Stephen Curry scored a game-high 36 points and the Golden State Warriors got back into their Western Conference first-round playoff series against the Sacramento Kings with a 114-97 triumph on Thursday in San Francisco.
Playing without suspended Draymond Green and ill Gary Payton II, the Warriors continued the series’ home-court dominance with a first win in three tries. Game 4 of the best-of-seven series will be played in San Francisco on Sunday.
Curry might have been the game’s top scorer, but teammate Kevon Looney was the biggest difference-maker in a contest in which neither team shot well. Golden State outshot the guests 40 percent to 38.0 percent overall and 32 percent to 23.4 percent on 3-point attempts.

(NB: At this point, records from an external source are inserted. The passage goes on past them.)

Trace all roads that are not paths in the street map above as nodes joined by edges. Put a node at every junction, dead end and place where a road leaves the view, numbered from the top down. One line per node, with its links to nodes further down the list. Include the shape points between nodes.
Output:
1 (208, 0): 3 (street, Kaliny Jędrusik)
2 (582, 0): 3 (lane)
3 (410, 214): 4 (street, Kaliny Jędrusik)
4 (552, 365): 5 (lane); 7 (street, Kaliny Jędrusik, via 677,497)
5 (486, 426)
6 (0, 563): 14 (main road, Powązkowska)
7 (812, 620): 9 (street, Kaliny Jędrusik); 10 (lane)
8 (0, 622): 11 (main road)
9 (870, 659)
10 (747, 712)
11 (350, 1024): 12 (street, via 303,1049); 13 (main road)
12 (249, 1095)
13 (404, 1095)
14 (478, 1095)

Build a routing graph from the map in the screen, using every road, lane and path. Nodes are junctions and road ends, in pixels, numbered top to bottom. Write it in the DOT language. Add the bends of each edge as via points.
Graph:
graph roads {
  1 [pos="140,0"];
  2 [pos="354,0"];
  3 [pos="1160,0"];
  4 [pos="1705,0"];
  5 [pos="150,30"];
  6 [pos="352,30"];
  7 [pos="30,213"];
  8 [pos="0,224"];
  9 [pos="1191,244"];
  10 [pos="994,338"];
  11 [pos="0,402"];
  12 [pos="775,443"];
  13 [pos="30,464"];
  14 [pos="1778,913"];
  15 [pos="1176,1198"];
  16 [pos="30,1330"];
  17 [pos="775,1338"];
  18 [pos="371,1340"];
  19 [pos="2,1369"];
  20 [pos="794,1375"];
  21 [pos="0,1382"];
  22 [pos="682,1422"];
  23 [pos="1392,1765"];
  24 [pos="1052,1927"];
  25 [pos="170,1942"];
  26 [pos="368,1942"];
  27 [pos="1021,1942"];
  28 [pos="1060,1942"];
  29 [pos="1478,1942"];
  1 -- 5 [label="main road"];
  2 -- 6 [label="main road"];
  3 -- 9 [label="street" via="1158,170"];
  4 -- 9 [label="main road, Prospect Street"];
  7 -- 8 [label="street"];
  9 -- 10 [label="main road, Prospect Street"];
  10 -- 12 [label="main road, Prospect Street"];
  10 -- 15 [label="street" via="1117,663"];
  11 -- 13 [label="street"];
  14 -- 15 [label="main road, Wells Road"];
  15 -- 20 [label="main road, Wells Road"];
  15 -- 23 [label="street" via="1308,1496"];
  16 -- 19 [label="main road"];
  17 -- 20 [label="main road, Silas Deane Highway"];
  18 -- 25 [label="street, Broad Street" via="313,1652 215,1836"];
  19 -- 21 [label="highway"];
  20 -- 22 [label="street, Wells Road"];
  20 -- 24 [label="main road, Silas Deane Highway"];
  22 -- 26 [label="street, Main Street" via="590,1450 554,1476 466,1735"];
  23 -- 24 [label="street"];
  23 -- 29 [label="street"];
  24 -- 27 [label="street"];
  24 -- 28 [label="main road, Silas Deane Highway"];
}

Looney’s game-high 20 rebounds were critical. Nine of his game-high total came on the offensive end, helping Golden State retrieve 18 of its misses.
Looney also found time for postseason-career-high nine assists after never having had more than five in a playoff game. He scored four points.
De’Aaron Fox had 26 points, 10 rebounds and nine assists to pace the Kings, who tied for the second-best road record in the NBA during the regular season.
Matched up with Looney most of the night, Sacramento’s Domantas Sabonis countered with 15 points and 16 rebounds.
Harrison Barnes chipped in with 17 points and Kevin Huerter 13 for Sacramento, which made just 11 of its 47 3-point shots.
The Warriors never trailed, building a nine-point advantage by the end of the first quarter and holding a 53-41 edge at halftime.
Steph Curry on the importance of Kevon Looney's rebounding in the @warriors Game 3 win.
Looney tonight: 20 REB (9 OREB), 9 AST#NBAPlayoffs presented by Google Pixel pic.twitter.com/H4OwvSNPsq
— NBA (@NBA) April 21, 2023
Two free throws by Malik Monk had Sacramento within striking distance at 84-74 in the first minute of the fourth quarter, but Andrew Wiggins hit from short range, Jonathan Kuminga dropped in a layup and Curry connected on an interior hoop in a six-point run that opened a 16-point advantage.
Wiggins finished with 20 points, Jordan Poole 16, and Klay Thompson and Moses Moody 13 apiece for the Warriors, the defending NBA champs who were staring at a 2-0 deficit in a playoff series for the first time since 2007.
Donte DiVincenzo contributed six points, seven rebounds, eight assists and four steals to the Golden State cause. The Warriors outrebounded the Kings 59-53.